Re: [TLS] ESNI PRs #124 and #125: Improving ESNI Robustness and GREASE

Mike Bishop Wed, 13 Feb 2019 17:01:59 -0800

Perhaps a better way to phrase it is that a server which successfully 
authenticates as the public_name but does not support ESNI has securely 
disabled ESNI for that origin, subject to the same rules as if it had supplied 
a new ESNI key (i.e. use for now, but don't persist).  Leave as an 
implementation detail heuristics to extrapolate that the current network will 
securely disable ESNI for all origins.

-----Original Message-----
From: TLS <tls-boun...@ietf.org> On Behalf Of Stephen Farrell
Sent: Wednesday, February 13, 2019 4:24 PM
To: David Benjamin <david...@chromium.org>
Cc: TLS WG <tls@ietf.org>
Subject: Re: [TLS] ESNI PRs #124 and #125: Improving ESNI Robustness and GREASE


Hiya,

Various bits'n'pieces below...

On 13/02/2019 23:55, David Benjamin wrote:
> Thanks for the comments! Responses inline.
> 
> On Wed, Feb 13, 2019 at 5:00 PM Stephen Farrell 
> <stephen.farr...@cs.tcd.ie>
> wrote:
> 
>>
>> Hiya,
>>
>> On 13/02/2019 22:15, Christopher Wood wrote:
>>>
>>>
>>> [1] https://github.com/tlswg/draft-ietf-tls-esni/pull/124
>>
>> I just re-read that. I've a question: why tie the version change to 
>> this PR and not the I-D rev?
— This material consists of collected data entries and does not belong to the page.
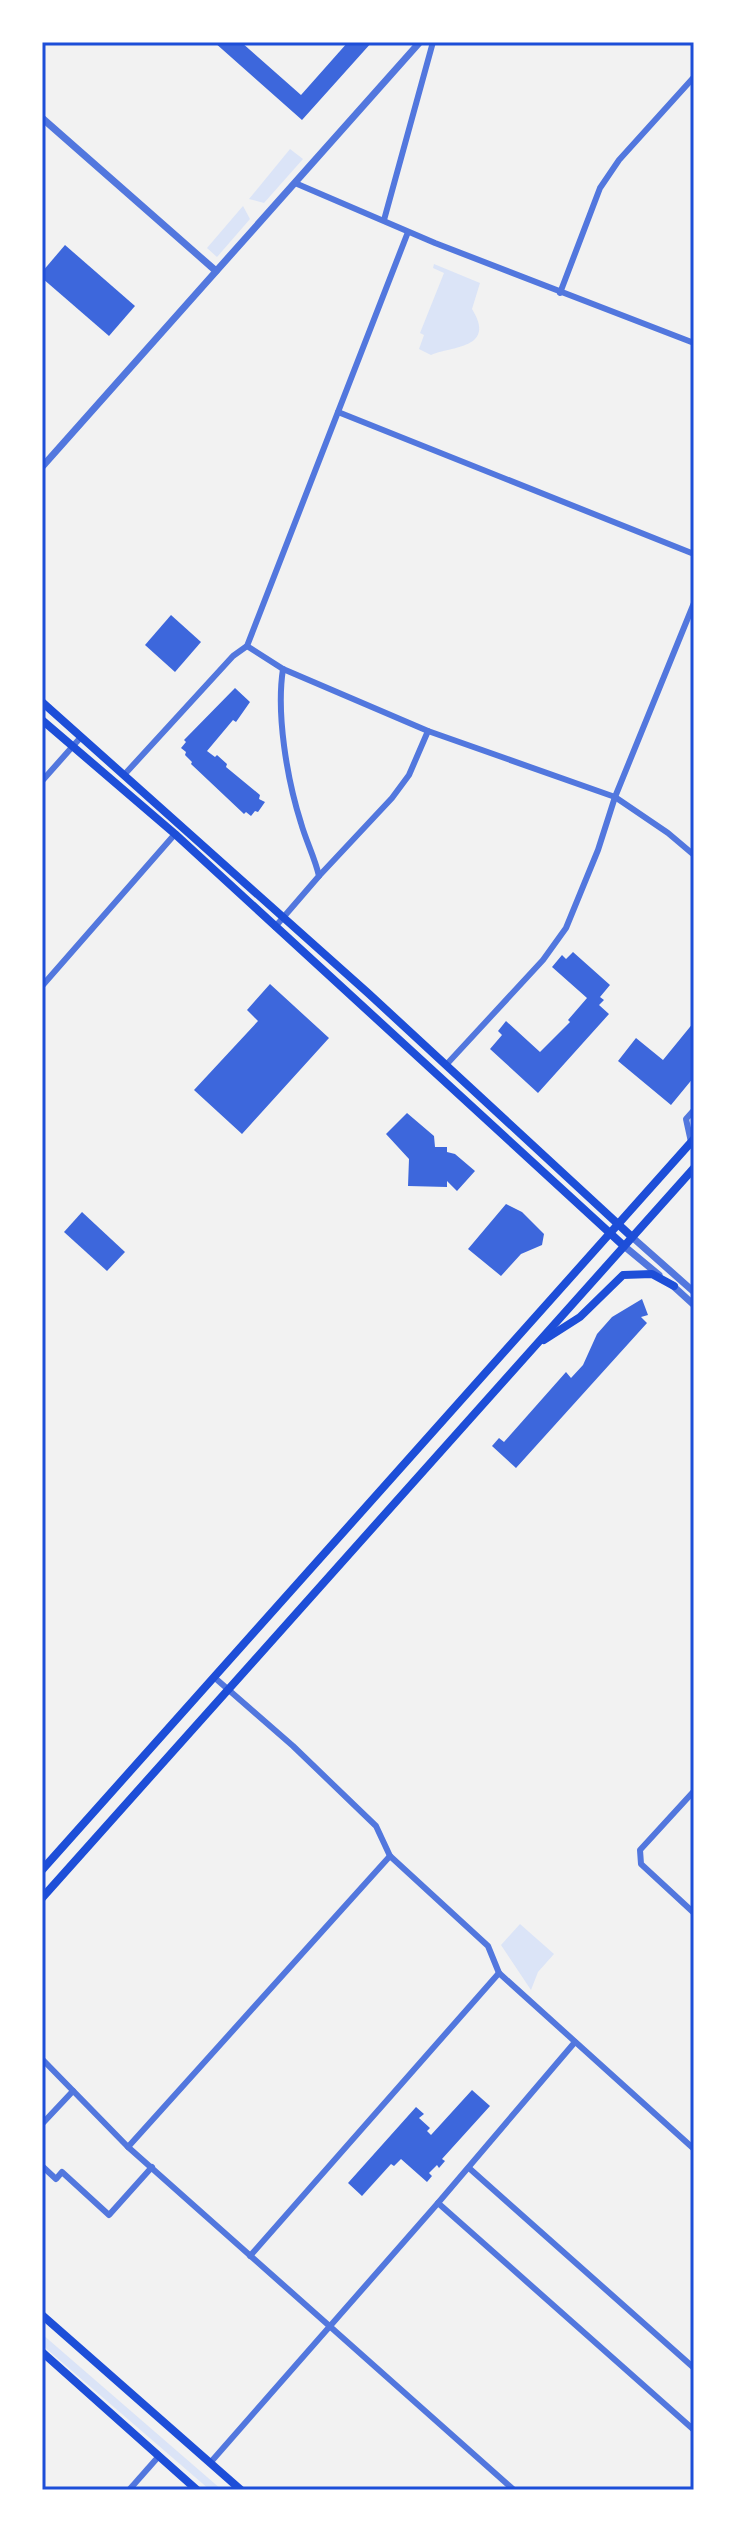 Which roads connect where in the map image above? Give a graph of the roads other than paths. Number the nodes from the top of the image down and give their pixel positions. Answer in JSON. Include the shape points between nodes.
{"nodes":[{"id":1,"x":420,"y":42,"type":"edge"},
{"id":2,"x":433,"y":42,"type":"edge"},
{"id":3,"x":694,"y":77,"type":"edge"},
{"id":4,"x":42,"y":118,"type":"edge"},
{"id":5,"x":295,"y":183,"type":"junction"},
{"id":6,"x":384,"y":220,"type":"junction"},
{"id":7,"x":408,"y":232,"type":"junction"},
{"id":8,"x":216,"y":271,"type":"junction"},
{"id":9,"x":560,"y":293,"type":"junction"},
{"id":10,"x":694,"y":343,"type":"edge"},
{"id":11,"x":338,"y":412,"type":"junction"},
{"id":12,"x":42,"y":467,"type":"edge"},
{"id":13,"x":694,"y":554,"type":"edge"},
{"id":14,"x":694,"y":603,"type":"edge"},
{"id":15,"x":247,"y":646,"type":"junction"},
{"id":16,"x":283,"y":669,"type":"junction"},
{"id":17,"x":42,"y":702,"type":"edge"},
{"id":18,"x":42,"y":720,"type":"edge"},
{"id":19,"x":428,"y":731,"type":"junction"},
{"id":20,"x":81,"y":737,"type":"junction"},
{"id":21,"x":73,"y":747,"type":"junction"},
{"id":22,"x":124,"y":775,"type":"junction"},
{"id":23,"x":42,"y":781,"type":"edge"},
{"id":24,"x":615,"y":797,"type":"junction"},
{"id":25,"x":175,"y":834,"type":"junction"},
{"id":26,"x":694,"y":855,"type":"edge"},
{"id":27,"x":319,"y":876,"type":"junction"},
{"id":28,"x":283,"y":918,"type":"junction"},
{"id":29,"x":274,"y":928,"type":"junction"},
{"id":30,"x":42,"y":986,"type":"edge"},
{"id":31,"x":446,"y":1065,"type":"junction"},
{"id":32,"x":694,"y":1110,"type":"edge"},
{"id":33,"x":693,"y":1140,"type":"edge"},
{"id":34,"x":694,"y":1168,"type":"edge"},
{"id":35,"x":617,"y":1222,"type":"junction"},
{"id":36,"x":608,"y":1232,"type":"junction"},
{"id":37,"x":632,"y":1237,"type":"junction"},
{"id":38,"x":624,"y":1246,"type":"junction"},
{"id":39,"x":674,"y":1286,"type":"junction"},
{"id":40,"x":694,"y":1292,"type":"edge"},
{"id":41,"x":694,"y":1305,"type":"edge"},
{"id":42,"x":534,"y":1347,"type":"junction"},
{"id":43,"x":215,"y":1678,"type":"junction"},
{"id":44,"x":228,"y":1689,"type":"junction"},
{"id":45,"x":694,"y":1791,"type":"edge"},
{"id":46,"x":390,"y":1856,"type":"junction"},
{"id":47,"x":42,"y":1870,"type":"edge"},
{"id":48,"x":42,"y":1898,"type":"edge"},
{"id":49,"x":694,"y":1913,"type":"edge"},
{"id":50,"x":499,"y":1973,"type":"junction"},
{"id":51,"x":575,"y":2042,"type":"junction"},
{"id":52,"x":42,"y":2059,"type":"edge"},
{"id":53,"x":73,"y":2091,"type":"junction"},
{"id":54,"x":42,"y":2124,"type":"edge"},
{"id":55,"x":128,"y":2147,"type":"junction"},
{"id":56,"x":694,"y":2149,"type":"edge"},
{"id":57,"x":42,"y":2166,"type":"edge"},
{"id":58,"x":152,"y":2167,"type":"junction"},
{"id":59,"x":469,"y":2168,"type":"junction"},
{"id":60,"x":438,"y":2203,"type":"junction"},
{"id":61,"x":250,"y":2256,"type":"junction"},
{"id":62,"x":42,"y":2315,"type":"edge"},
{"id":63,"x":330,"y":2327,"type":"junction"},
{"id":64,"x":42,"y":2352,"type":"edge"},
{"id":65,"x":694,"y":2368,"type":"edge"},
{"id":66,"x":694,"y":2430,"type":"edge"},
{"id":67,"x":159,"y":2456,"type":"junction"},
{"id":68,"x":210,"y":2463,"type":"junction"},
{"id":69,"x":129,"y":2490,"type":"edge"},
{"id":70,"x":197,"y":2490,"type":"edge"},
{"id":71,"x":241,"y":2490,"type":"edge"},
{"id":72,"x":514,"y":2490,"type":"edge"}],
"edges":[{"from":1,"to":5,"type":"street"},
{"from":2,"to":6,"type":"street"},
{"from":3,"to":9,"type":"street","via":[[600,188]]},
{"from":4,"to":8,"type":"street"},
{"from":5,"to":6,"type":"street"},
{"from":5,"to":8,"type":"street"},
{"from":6,"to":7,"type":"street"},
{"from":7,"to":9,"type":"street"},
{"from":7,"to":11,"type":"street"},
{"from":8,"to":12,"type":"street"},
{"from":9,"to":10,"type":"street"},
{"from":11,"to":13,"type":"street"},
{"from":11,"to":15,"type":"street"},
{"from":14,"to":24,"type":"street"},
{"from":15,"to":16,"type":"street"},
{"from":15,"to":22,"type":"street"},
{"from":16,"to":19,"type":"street"},
{"from":16,"to":27,"type":"street","via":[[280,717],[300,821]]},
{"from":17,"to":20,"type":"main road"},
{"from":18,"to":21,"type":"main road"},
{"from":19,"to":24,"type":"street"},
{"from":19,"to":27,"type":"street","via":[[409,775],[392,798]]},
{"from":20,"to":21,"type":"street"},
{"from":20,"to":22,"type":"main road"},
{"from":21,"to":23,"type":"street"},
{"from":21,"to":25,"type":"main road"},
{"from":22,"to":28,"type":"main road"},
{"from":24,"to":26,"type":"street"},
{"from":24,"to":31,"type":"street","via":[[566,928]]},
{"from":25,"to":29,"type":"main road"},
{"from":25,"to":30,"type":"street"},
{"from":27,"to":28,"type":"street"},
{"from":28,"to":29,"type":"street"},
{"from":28,"to":31,"type":"main road"},
{"from":29,"to":36,"type":"main road"},
{"from":31,"to":35,"type":"main road"},
{"from":32,"to":33,"type":"street","via":[[686,1119]]},
{"from":33,"to":35,"type":"main road"},
{"from":34,"to":37,"type":"main road"},
{"from":35,"to":36,"type":"main road"},
{"from":35,"to":37,"type":"main road"},
{"from":36,"to":38,"type":"main road"},
{"from":36,"to":43,"type":"main road"},
{"from":37,"to":38,"type":"main road"},
{"from":37,"to":40,"type":"street"},
{"from":38,"to":39,"type":"street"},
{"from":38,"to":42,"type":"main road"},
{"from":39,"to":41,"type":"street"},
{"from":39,"to":42,"type":"main road","via":[[652,1274],[623,1275],[580,1317]]},
{"from":42,"to":44,"type":"main road"},
{"from":43,"to":44,"type":"street"},
{"from":43,"to":47,"type":"main road"},
{"from":44,"to":46,"type":"street","via":[[376,1826]]},
{"from":44,"to":48,"type":"main road"},
{"from":45,"to":49,"type":"street","via":[[640,1850],[641,1864]]},
{"from":46,"to":50,"type":"street","via":[[488,1946]]},
{"from":46,"to":55,"type":"street"},
{"from":50,"to":51,"type":"street"},
{"from":50,"to":61,"type":"street"},
{"from":51,"to":56,"type":"street"},
{"from":51,"to":59,"type":"street"},
{"from":52,"to":53,"type":"street"},
{"from":53,"to":54,"type":"street"},
{"from":53,"to":55,"type":"street"},
{"from":55,"to":58,"type":"street"},
{"from":57,"to":58,"type":"street","via":[[56,2179],[62,2172],[109,2215]]},
{"from":58,"to":61,"type":"street"},
{"from":59,"to":60,"type":"street"},
{"from":59,"to":65,"type":"street"},
{"from":60,"to":63,"type":"street"},
{"from":60,"to":66,"type":"street"},
{"from":61,"to":63,"type":"street"},
{"from":62,"to":68,"type":"main road"},
{"from":63,"to":68,"type":"street"},
{"from":63,"to":72,"type":"street"},
{"from":64,"to":67,"type":"main road"},
{"from":67,"to":69,"type":"street"},
{"from":67,"to":70,"type":"main road"},
{"from":68,"to":71,"type":"main road"}]}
I'd prefer if we make the change to 
>> 0xff02 when -03 is published. (I don't care which PR does that, but 
>> wouldn't like to see every PR bump that number.)
>>
> 
> I bumped it because the PR was making a wire-incompatible change, but 
> batching them up to I-D revs makes sense too. No preferences here. 
> (Spec editors, do you care? I can remove that part of the change.)
> 
> 
>> Aside from that I think it's ok (though I may find other issues when 
>> implementing later) with two caveats that can be handled now or 
>> later:
>>
>> 1. The DNS RR structure still needs fixing but that is likely better 
>> handled separately. (By "fixing" I mean a new RR type but also that 
>> it needs to be designed for DNS admins as well and not only for TLS 
>> implementers which is the current case.
>> (I'm not saying what might or might not make it more dnsops friendly, 
>> just that that needs to be checked/done sometime.)
>>
> 
> I'm guessing this is to do with the various discussions around 
> multi-CDN and whatnot? That seems orthogonal to that PR. (I don't 
> personally have particularly strong opinions or experience there.)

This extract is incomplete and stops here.